The Pirates are playing great baseball, they’re sixteen games over .500, and they are loaded with pitching right now. As a team trying to break what has been one of the most horrific streaks of ineptitude in the history of sports, they need to make absolutely certain to put the best twenty-five players on the roster right now, and there simply isn’t any room for a guy who has posted an ERA of 4.21 last year, and 5.76 this year.

He hasn’t been sharp in his rehab starts either, where he has an ERA of 6.39 between Double-A Altoona, and Triple-A Indianapolis, with fourteen strikeouts and fourteen walks.

Whether McDonald’s problems are mental or physical, this much is clear: McDonald is not an effective pitcher anymore, he won’t be an effective pitcher again anytime soon, and the Pirates have a shortage of roster and rotation spots. McDonald once showed potential to be a longtime fixture on the staff, with good mid-90s heat, a great curveball, and a delivery that was effective in fooling hitters. Not so much anymore. Now he struggles to find the strike zone, and when he does, he gets pounded.

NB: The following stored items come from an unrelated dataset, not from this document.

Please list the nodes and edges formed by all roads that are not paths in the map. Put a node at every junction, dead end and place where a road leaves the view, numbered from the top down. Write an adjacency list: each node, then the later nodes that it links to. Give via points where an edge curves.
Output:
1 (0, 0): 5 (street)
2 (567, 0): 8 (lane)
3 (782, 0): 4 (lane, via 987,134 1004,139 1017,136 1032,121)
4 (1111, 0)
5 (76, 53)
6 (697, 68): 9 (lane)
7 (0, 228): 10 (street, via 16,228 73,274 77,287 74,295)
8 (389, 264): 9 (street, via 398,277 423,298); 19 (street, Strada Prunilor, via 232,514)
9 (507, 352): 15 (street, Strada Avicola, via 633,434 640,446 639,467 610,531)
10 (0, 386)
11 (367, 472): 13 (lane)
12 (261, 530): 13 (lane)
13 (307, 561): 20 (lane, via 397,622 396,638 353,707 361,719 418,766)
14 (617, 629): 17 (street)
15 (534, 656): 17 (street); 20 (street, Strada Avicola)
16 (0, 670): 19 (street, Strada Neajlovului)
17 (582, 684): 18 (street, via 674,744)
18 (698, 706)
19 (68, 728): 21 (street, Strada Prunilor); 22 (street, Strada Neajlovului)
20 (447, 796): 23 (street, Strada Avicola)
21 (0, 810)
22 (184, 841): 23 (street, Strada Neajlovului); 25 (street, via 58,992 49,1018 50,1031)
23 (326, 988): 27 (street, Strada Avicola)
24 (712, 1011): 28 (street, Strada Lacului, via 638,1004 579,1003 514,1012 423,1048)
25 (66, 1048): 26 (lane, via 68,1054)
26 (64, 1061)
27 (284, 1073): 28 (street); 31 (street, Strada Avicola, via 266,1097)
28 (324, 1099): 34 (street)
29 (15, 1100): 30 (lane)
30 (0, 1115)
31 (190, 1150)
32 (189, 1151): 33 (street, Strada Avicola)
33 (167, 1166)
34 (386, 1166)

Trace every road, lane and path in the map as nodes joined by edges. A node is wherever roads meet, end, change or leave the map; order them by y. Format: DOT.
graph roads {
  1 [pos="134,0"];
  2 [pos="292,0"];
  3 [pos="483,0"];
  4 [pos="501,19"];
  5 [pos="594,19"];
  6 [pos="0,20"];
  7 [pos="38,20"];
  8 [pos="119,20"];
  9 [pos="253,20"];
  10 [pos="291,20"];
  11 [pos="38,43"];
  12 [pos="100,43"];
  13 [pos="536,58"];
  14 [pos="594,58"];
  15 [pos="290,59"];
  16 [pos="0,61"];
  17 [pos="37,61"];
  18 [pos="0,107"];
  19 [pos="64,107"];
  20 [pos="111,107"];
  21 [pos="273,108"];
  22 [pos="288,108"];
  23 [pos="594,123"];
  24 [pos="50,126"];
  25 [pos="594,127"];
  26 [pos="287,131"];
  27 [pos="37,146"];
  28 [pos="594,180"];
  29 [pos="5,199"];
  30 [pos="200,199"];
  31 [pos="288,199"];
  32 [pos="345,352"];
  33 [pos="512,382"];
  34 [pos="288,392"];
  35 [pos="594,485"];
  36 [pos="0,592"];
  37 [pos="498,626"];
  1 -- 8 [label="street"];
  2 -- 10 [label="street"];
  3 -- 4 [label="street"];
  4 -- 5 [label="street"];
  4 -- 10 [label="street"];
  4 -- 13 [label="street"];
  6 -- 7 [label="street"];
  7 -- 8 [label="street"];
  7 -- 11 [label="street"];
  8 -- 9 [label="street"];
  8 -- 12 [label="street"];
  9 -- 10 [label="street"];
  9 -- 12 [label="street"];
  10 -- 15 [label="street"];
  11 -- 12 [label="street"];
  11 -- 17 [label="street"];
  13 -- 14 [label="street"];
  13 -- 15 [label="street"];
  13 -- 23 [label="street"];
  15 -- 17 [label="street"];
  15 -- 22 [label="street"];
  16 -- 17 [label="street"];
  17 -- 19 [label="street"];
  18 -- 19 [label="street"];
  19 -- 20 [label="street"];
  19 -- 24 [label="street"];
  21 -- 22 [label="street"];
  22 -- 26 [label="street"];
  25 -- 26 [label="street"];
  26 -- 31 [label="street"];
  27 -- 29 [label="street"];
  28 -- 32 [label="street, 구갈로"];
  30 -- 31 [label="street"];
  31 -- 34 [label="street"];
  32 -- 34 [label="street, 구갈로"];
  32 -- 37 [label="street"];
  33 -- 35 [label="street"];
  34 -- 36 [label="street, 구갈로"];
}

The Pirates have already had to deal with the nightmare that was Jonathan Sanchez this year, and trying an experiment like that is a bad idea for a team having to compete with quality clubs like St. Louis and Cincinnati. The Pirates have the best chance they’ve had in a long time to not only have a winning team, but to make the playoffs. Bringing James McDonald back onto the roster as a reliever or a starter would hurt those chances. The Pirates need to field the best team that they can, and McDonald does not fit that mold.